In step 1050, the electronic device 100 may track a UI update request for the main thread. The UI update requests may include a UI update request generated in the main thread, a UI update request generated in the demon thread and flowing into the main thread, and the like. The electronic device 100 may internally manage the UI component that is the target of the UI update request in step 1030. The electronic device 100 may track each UI update request until the processing of all of the UI update requests for the corresponding user input are completed. The operation in step 1050 may be performed by the controller 650 shown in FIG. 6.

In step 1060, the electronic device 100 may determine the completion time of the user perception response period based on the monitored information through the operations in steps 1010 to 1050. In addition, the electronic device 100 may detect the respective paths included in the application program executed by the user input based on the monitored information through the operations in steps 1010 to 1050. The operation in step 1060 may be performed by the controller 650 shown in FIG. 6.
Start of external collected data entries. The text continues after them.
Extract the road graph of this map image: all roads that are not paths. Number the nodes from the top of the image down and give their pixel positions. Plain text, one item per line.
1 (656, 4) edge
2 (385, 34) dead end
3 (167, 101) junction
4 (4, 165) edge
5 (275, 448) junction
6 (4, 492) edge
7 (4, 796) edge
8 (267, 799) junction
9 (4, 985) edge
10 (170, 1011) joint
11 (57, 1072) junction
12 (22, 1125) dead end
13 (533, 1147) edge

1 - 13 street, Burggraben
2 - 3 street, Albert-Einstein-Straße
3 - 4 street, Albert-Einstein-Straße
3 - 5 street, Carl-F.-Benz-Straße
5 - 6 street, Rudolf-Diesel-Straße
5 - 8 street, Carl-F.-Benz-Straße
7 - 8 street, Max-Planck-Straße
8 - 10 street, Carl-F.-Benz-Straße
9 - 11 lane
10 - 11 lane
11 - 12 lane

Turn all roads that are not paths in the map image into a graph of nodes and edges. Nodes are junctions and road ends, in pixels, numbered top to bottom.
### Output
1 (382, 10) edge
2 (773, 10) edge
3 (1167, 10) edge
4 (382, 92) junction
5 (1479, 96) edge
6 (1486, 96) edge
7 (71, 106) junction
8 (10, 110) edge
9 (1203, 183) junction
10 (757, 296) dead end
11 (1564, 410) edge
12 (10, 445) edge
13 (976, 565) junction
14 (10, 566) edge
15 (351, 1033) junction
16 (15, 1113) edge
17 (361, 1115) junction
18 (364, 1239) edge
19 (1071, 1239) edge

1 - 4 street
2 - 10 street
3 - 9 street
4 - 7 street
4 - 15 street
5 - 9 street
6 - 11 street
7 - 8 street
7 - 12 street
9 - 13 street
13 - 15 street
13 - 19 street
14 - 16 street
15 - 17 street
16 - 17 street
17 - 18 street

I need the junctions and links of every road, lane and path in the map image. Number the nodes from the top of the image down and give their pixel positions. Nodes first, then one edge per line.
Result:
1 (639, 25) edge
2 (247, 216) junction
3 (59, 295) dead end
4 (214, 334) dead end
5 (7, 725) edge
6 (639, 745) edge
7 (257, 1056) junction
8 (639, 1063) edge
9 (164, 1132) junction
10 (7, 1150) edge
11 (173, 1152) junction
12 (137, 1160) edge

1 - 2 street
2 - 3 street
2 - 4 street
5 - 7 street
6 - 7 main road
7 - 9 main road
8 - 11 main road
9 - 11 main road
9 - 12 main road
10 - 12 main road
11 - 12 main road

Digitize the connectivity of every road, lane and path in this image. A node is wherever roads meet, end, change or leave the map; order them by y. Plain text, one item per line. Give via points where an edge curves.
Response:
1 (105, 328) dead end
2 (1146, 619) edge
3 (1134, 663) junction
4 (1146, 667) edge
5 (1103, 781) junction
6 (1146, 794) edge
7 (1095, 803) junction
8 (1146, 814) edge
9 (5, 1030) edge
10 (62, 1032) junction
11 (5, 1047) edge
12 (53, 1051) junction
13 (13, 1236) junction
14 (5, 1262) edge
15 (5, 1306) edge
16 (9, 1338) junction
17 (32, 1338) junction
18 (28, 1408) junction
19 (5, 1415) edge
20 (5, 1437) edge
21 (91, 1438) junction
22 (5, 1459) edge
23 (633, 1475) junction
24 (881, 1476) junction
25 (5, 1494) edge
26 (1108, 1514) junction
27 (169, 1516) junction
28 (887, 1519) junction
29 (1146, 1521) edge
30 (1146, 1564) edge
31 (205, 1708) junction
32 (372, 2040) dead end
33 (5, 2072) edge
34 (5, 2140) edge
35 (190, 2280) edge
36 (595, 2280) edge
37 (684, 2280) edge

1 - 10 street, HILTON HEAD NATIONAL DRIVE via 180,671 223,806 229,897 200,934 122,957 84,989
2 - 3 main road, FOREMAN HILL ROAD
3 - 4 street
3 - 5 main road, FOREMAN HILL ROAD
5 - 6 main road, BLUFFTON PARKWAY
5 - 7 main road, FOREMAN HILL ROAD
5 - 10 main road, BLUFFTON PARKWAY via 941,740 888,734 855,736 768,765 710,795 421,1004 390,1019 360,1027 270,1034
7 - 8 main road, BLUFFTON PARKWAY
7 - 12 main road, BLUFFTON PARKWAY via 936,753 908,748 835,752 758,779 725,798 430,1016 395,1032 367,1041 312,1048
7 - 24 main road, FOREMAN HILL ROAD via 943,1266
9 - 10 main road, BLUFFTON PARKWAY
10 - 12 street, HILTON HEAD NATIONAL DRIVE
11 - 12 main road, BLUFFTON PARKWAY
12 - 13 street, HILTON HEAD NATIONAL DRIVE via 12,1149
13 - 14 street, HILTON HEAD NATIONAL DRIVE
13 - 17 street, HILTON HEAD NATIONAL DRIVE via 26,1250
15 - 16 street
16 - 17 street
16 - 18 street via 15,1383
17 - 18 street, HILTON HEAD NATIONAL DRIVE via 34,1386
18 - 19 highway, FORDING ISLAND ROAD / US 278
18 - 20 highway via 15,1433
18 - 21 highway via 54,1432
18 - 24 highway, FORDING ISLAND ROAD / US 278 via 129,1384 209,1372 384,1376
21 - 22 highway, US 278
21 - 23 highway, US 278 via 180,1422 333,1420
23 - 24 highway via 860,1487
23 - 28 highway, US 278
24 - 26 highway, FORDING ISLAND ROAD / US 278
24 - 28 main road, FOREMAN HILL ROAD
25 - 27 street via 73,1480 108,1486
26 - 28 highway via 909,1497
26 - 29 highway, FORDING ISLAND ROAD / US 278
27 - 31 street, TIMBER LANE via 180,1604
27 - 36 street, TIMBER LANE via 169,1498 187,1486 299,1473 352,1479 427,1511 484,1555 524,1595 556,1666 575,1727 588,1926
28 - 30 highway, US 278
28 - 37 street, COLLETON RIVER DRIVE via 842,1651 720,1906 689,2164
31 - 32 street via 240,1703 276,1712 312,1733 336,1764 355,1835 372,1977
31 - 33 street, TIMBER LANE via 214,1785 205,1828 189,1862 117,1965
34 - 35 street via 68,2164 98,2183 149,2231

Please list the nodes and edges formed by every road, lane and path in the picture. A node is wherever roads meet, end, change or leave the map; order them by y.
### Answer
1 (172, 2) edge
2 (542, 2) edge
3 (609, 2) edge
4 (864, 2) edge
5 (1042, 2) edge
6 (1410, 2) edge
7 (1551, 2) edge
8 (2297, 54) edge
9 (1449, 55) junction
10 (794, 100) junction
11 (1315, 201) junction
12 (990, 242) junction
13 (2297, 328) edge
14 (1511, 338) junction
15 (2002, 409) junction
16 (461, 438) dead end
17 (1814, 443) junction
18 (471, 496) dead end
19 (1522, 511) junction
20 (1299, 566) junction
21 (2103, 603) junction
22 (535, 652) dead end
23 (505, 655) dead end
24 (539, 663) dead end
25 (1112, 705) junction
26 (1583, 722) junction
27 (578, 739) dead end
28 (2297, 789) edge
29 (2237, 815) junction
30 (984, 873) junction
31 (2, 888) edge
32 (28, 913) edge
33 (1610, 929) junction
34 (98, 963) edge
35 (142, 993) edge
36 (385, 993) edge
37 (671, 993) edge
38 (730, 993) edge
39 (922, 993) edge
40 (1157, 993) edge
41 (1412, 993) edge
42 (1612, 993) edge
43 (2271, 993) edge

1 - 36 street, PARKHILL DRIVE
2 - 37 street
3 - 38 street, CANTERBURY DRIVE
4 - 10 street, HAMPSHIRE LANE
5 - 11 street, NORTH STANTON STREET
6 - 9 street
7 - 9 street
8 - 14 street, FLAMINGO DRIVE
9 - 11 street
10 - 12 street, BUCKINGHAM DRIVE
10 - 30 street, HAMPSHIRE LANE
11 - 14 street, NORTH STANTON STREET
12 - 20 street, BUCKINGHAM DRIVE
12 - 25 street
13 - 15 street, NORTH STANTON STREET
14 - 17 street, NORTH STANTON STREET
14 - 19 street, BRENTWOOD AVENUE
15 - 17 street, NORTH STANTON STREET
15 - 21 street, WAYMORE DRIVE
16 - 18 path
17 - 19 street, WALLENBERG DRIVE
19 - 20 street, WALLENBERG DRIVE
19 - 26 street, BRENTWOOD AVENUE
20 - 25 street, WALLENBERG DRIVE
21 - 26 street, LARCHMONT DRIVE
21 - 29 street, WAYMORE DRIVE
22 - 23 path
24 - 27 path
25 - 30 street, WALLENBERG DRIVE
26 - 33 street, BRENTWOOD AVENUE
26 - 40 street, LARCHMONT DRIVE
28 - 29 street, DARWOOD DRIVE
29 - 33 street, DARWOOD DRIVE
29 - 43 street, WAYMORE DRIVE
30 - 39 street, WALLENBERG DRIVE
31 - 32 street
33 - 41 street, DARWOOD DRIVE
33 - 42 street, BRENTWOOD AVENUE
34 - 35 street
The respective pieces of information obtained through the operations in the steps 1010 to 1060 may be transmitted to other elements of the electronic device 100 (e.g., the communication unit 630 or the like) or to other elements in the controller (e.g., the frequency controller 760 or the like) in each step. Alternatively, the respective pieces of information obtained through the operations in steps 1010 to 1060 may be transmitted to other elements of the electronic device 100 or to other elements in the controller after all of the steps are completed.

The operations in steps 1010 to 1060 may be performed in parallel, or may be performed with a change in the sequence thereof according to the embodiments.

FIG. 11 shows an example of paths of an application program according to the first embodiment. The paths of an application program may occur within the electronic device 100 shown in FIG. 1.

Referring to FIG. 11, the paths of the application program may be implemented by one of the main thread, the worker thread, and the demon thread or by a combination thereof.

‘onClick’ 1110 may be a callback method generated in response to a user input for executing the application program. In FIG. 11, a path 1120 may be initiated by ‘onClick’ 1110.

A path 1120 may be implemented by a combination of the operation in the main thread and the operation in the worker thread. If ‘onClick’ 1110 is triggered by a user input, the main thread may delegate a task to the worker thread through ‘sendMessage’. At this time, the electronic device 100 may extract ‘msg ID’ of the ‘sendMessage’. In response to the task delegation of the main thread, the worker thread may initiate the task through ‘dispatchMessage’. At this time, the electronic device 100 may match the extracted ‘msg ID’. The worker thread may perform the delegated task to thus generate ‘invalidate 2’, and may transmit the same to the main thread. At this time, the electronic device 100 may extract an ID. The main thread may terminate the task on the path 1120 through ‘update 2’ 1160 in response to ‘invalidate 2’. At this time, the electronic device 100 may match the ID. The ‘update 2’ 1160 may indicate that the updating of the UI or the UI component corresponding to the path 1120 has been completed.

A path 1130 may be implemented by the operation in the main thread. The path 1130 may be terminated by performing ‘update 1’ in response to ‘invalidate 1’. The ‘update 1’ may indicate that the updating of the UI or the UI component corresponding to the path 1130 has been completed.

Paths 1140 and 1150 may be implemented by a combination of the operation in the main thread and the operation in the demon thread. The demon thread of the path 1140 may transfer the task for ‘invalidate A-1’ to the main thread. In addition, the demon thread of the path 1150 may transfer the task for ‘invalidate A-1’ to the main thread. The task in the path 1140 may be terminated through ‘update A-1’ of the main thread. In addition, the task in the path 1150 may be terminated through ‘update A-2’ of the main thread. The ‘invalidate A-1’ and ‘invalidate A-2’ may be generated by the information input from the outside of the electronic device 100 rather than a user input. For example, the ‘invalidate A-1’ and ‘invalidate A-2’ may be advertisements or the like received from the outside of the electronic device 100.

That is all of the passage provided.